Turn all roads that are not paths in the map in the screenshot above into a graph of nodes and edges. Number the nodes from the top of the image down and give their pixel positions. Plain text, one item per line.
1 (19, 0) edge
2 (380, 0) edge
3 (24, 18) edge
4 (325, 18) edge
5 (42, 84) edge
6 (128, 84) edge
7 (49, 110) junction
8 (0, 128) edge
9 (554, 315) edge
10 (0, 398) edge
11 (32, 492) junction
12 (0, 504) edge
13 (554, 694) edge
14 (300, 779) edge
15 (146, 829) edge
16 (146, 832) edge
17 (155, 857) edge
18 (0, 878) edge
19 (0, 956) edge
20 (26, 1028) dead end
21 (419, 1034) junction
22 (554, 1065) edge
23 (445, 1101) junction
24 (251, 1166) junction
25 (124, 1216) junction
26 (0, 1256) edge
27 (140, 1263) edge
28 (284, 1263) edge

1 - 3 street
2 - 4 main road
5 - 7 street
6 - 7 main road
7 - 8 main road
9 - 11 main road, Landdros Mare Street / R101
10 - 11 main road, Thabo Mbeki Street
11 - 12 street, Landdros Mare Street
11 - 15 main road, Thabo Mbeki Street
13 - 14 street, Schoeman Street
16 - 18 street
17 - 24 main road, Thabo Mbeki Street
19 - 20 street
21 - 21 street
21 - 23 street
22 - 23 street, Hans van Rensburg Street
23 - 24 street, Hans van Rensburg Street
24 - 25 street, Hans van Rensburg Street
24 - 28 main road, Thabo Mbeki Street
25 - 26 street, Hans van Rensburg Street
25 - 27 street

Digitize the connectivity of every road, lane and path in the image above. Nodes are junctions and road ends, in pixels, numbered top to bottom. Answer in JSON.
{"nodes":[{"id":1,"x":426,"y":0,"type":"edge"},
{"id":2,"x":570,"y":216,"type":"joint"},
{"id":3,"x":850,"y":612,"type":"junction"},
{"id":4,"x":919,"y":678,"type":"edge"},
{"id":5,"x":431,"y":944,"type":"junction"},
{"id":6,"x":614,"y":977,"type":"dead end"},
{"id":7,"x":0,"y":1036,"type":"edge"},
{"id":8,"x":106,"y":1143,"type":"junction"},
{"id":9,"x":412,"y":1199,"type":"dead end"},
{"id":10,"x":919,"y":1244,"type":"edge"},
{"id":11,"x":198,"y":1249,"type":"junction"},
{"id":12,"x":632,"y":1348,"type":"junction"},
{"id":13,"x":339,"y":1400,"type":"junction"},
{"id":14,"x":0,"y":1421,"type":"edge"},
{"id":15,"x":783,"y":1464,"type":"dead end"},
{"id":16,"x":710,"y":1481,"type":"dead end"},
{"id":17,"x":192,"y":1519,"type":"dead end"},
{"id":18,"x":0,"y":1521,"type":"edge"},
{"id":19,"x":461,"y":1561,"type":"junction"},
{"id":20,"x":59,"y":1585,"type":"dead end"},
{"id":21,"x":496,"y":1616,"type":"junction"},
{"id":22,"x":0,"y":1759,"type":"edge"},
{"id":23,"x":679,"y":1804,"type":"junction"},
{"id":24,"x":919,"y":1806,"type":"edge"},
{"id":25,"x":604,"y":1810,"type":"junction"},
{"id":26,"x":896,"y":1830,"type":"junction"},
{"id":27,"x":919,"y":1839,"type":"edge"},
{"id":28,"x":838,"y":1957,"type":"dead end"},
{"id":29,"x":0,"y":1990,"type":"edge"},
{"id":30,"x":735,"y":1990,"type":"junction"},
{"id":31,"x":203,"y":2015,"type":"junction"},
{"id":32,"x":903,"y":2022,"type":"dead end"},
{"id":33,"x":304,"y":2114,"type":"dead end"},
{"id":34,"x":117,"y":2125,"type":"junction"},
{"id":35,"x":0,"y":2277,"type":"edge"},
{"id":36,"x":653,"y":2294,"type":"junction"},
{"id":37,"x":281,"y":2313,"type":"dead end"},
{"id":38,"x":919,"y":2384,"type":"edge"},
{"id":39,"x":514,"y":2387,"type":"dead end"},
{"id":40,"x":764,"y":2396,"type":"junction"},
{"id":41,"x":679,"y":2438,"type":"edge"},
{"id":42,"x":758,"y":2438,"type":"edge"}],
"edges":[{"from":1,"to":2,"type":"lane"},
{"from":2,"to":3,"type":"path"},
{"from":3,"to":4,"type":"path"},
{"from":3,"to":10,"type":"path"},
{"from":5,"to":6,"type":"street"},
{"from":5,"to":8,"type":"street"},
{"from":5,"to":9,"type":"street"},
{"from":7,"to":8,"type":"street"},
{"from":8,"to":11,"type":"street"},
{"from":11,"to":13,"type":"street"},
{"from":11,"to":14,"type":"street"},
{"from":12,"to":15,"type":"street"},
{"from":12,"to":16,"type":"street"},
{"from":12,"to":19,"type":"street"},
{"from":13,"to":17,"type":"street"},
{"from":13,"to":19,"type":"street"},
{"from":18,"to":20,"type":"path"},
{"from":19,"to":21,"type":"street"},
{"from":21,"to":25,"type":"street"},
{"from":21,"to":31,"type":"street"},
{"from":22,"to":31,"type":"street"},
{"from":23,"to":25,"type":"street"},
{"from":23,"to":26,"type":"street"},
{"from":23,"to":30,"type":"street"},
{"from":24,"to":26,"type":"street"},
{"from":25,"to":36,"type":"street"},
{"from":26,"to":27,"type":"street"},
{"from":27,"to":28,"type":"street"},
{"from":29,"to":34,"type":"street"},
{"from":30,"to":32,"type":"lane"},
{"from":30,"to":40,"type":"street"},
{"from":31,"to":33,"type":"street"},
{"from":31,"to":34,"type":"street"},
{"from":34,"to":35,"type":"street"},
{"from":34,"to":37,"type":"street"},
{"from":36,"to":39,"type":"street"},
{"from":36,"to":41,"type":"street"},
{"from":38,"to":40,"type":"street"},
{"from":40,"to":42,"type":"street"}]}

···

Within the entries above, find each line where "Landdros" appears; copy every one.

9 - 11 main road, Landdros Mare Street / R101
11 - 12 street, Landdros Mare Street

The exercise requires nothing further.